Preschool Activities About Smell, Taste and Touch

Written by:  • Edited by: Amanda Grove
Updated Jan 17, 2012
• Related Guides: Kool-aid | Hands-on Activities | Preschool Children

These activities for preschool children about the five senses will introduce your students to the senses of smell, taste and touch. Use these hands-on activities as part of a Five Senses or an "All About Me" Unit in preschool.

Smell

After introducing the sense of smell to your students, try some of these fun activities.

  • On separate cotton balls put some perfume, lemon juice, vanilla extract, peppermint extract, cinnamon and garlic powder. Place each one in a clean baby food jar. Pass the jars around to the students one at a time to smell and then discuss what they think the scent is. When you have tried all of the jars talk about which smell each student liked the most and the least. You can also make two sets of jars with these scents or new ones and put them at a center for the students to match.

  • Mix one packet of Kool-Aid with about one tablespoon of water to make yummy smelling paints. Use several different colors of Kool-Aid and give your preschoolers paintbrushes and paper so that they can make their own sweet smelling masterpieces.

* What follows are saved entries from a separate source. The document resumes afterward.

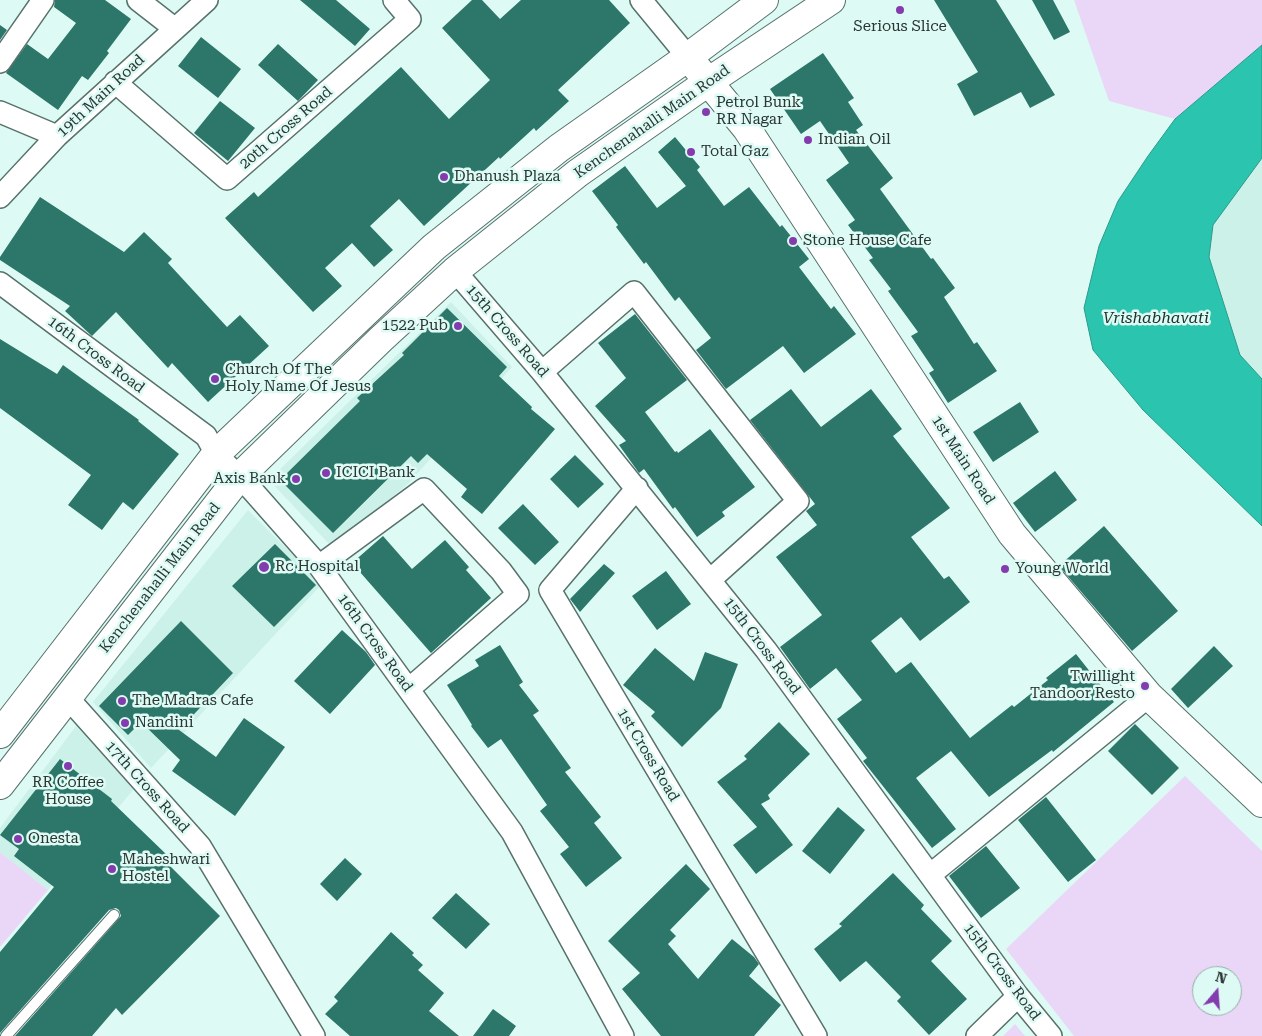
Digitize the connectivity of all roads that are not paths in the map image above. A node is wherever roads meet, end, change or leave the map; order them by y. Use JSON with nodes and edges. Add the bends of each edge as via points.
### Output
{"nodes":[{"id":1,"x":43,"y":0,"type":"edge"},
{"id":2,"x":138,"y":0,"type":"edge"},
{"id":3,"x":207,"y":0,"type":"edge"},
{"id":4,"x":394,"y":0,"type":"edge"},
{"id":5,"x":641,"y":0,"type":"edge"},
{"id":6,"x":764,"y":0,"type":"edge"},
{"id":7,"x":831,"y":0,"type":"edge"},
{"id":8,"x":174,"y":28,"type":"junction"},
{"id":9,"x":688,"y":57,"type":"junction"},
{"id":10,"x":0,"y":62,"type":"edge"},
{"id":11,"x":115,"y":82,"type":"junction"},
{"id":12,"x":708,"y":82,"type":"junction"},
{"id":13,"x":0,"y":112,"type":"edge"},
{"id":14,"x":57,"y":136,"type":"junction"},
{"id":15,"x":0,"y":197,"type":"edge"},
{"id":16,"x":454,"y":270,"type":"junction"},
{"id":17,"x":0,"y":283,"type":"edge"},
{"id":18,"x":542,"y":372,"type":"junction"},
{"id":19,"x":216,"y":454,"type":"junction"},
{"id":20,"x":239,"y":477,"type":"junction"},
{"id":21,"x":636,"y":488,"type":"junction"},
{"id":22,"x":319,"y":566,"type":"junction"},
{"id":23,"x":710,"y":580,"type":"junction"},
{"id":24,"x":409,"y":689,"type":"junction"},
{"id":25,"x":1149,"y":696,"type":"junction"},
{"id":26,"x":68,"y":697,"type":"junction"},
{"id":27,"x":0,"y":734,"type":"edge"},
{"id":28,"x":0,"y":785,"type":"edge"},
{"id":29,"x":1262,"y":803,"type":"edge"},
{"id":30,"x":930,"y":875,"type":"junction"},
{"id":31,"x":114,"y":915,"type":"dead end"},
{"id":32,"x":1018,"y":996,"type":"junction"},
{"id":33,"x":6,"y":1036,"type":"edge"},
{"id":34,"x":314,"y":1036,"type":"edge"},
{"id":35,"x":623,"y":1036,"type":"edge"},
{"id":36,"x":816,"y":1036,"type":"edge"},
{"id":37,"x":977,"y":1036,"type":"edge"},
{"id":38,"x":1051,"y":1036,"type":"edge"}],
"edges":[{"from":1,"to":10,"type":"street"},
{"from":2,"to":8,"type":"street"},
{"from":3,"to":8,"type":"street","name":"19th Main Road"},
{"from":4,"to":11,"type":"street","name":"20th Cross Road","via":[[410,19],[227,179]]},
{"from":5,"to":9,"type":"street"},
{"from":6,"to":9,"type":"main road","name":"Kenchenahalli Main Road"},
{"from":7,"to":12,"type":"main road","name":"Kenchenahalli Main Road"},
{"from":8,"to":11,"type":"street","name":"19th Main Road"},
{"from":9,"to":12,"type":"main road","name":"1st Main Road"},
{"from":9,"to":19,"type":"main road","name":"Kenchenahalli Main Road","via":[[559,148],[434,247]]},
{"from":11,"to":14,"type":"street","name":"19th Main Road"},
{"from":12,"to":16,"type":"main road","name":"Kenchenahalli Main Road","via":[[578,173]]},
{"from":12,"to":25,"type":"main road","name":"1st Main Road","via":[[747,130],[1012,534]]},
{"from":13,"to":14,"type":"street"},
{"from":14,"to":15,"type":"street","name":"19th Main Road"},
{"from":16,"to":18,"type":"street","name":"15th Cross Road"},
{"from":16,"to":20,"type":"main road","name":"Kenchenahalli Main Road"},
{"from":17,"to":19,"type":"street","name":"16th Cross Road","via":[[206,436]]},
{"from":18,"to":21,"type":"street","name":"15th Cross Road"},
{"from":18,"to":23,"type":"street","via":[[634,292],[798,501]]},
{"from":19,"to":20,"type":"street","name":"16th Cross Road"},
{"from":19,"to":27,"type":"main road","name":"Kenchenahalli Main Road"},
{"from":20,"to":22,"type":"street","name":"16th Cross Road"},
{"from":20,"to":26,"type":"main road","name":"Kenchenahalli Main Road"},
{"from":21,"to":23,"type":"street","name":"15th Cross Road"},
{"from":21,"to":36,"type":"street","name":"1st Cross Road","via":[[550,590]]},
{"from":22,"to":24,"type":"street","name":"16th Cross Road"},
{"from":22,"to":24,"type":"street","via":[[424,489],[518,594]]},
{"from":23,"to":30,"type":"street","name":"15th Cross Road","via":[[766,650]]},
{"from":24,"to":35,"type":"street","name":"16th Cross Road","via":[[512,832]]},
{"from":25,"to":29,"type":"main road","name":"1st Main Road"},
{"from":25,"to":30,"type":"street"},
{"from":26,"to":28,"type":"main road","name":"Kenchenahalli Main Road"},
{"from":26,"to":34,"type":"street","name":"17th Cross Road","via":[[200,846]]},
{"from":30,"to":32,"type":"street","name":"15th Cross Road"},
{"from":31,"to":33,"type":"lane"},
{"from":32,"to":37,"type":"street"},
{"from":32,"to":38,"type":"street","name":"15th Cross Road"}]}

  • Talk about which smells your students like and dislike. You write their ideas on a t-chart. You might also discuss what different smells remind them of and let the students draw pictures of some of the things that they like to smell.

Taste

Children will have fun learning about taste with these activities.

  • Start by teaching your students that our tongues are covered in taste buds that allow us to taste things that are salty, sweet, sour and bitter. Provide students with examples of each flavor to taste. Lemons, pretzels, unsweetened cocoa, and sugar work well. Talk about the foods and whether or not the students liked them. Then give each students a paper in the shape of a tongue and pictures of the four foods they tried and have them glue them on the tongue. You can also provide them with labels that say salty, sweet, sour and bitter to glue under the correct pictures.

  • To teach students that our sense of smell helps us taste, blindfold one student and have him hold his nose. Then give him a flavored jellybean to taste, Can he guess the flavor? Then try it without holding his nose. This would be a good activity for small groups so that everyone can try. You could also use jarred baby food for the tasting.

  • Make a taste sorting game. Give the students pictures of different foods and have them sort them into the four tastes - salty, sweet, sour and bitter.

Touch

Finish up your unit about the five senses with these activities involving touch.

  • Make guessing boxes or bags. Place a few items inside and have students reach in and try to guess what's inside just by feeling it. Some items to use are a bar of soap, cotton balls, a pine cone, a ball, or a rock.

  • Make a book of textures. Discuss different textures like soft, rough, smooth and bumpy. Give each student a small book with the different textures written on each page. Then give them a cotton ball, a piece of sandpaper, a piece of wax paper and a piece of corrugated cardboard. Have them glue each item onto the page with the texture that matches it.

  • Provide your students with a variety of art materials and let them make texture collages. Give them pieces of fabric, sand paper, glitter, pipe cleaners, ribbons, sequins and other items with different textures to glue onto a piece of card stock.

Your students are sure to learn a lot with these activities for preschool children about the five senses.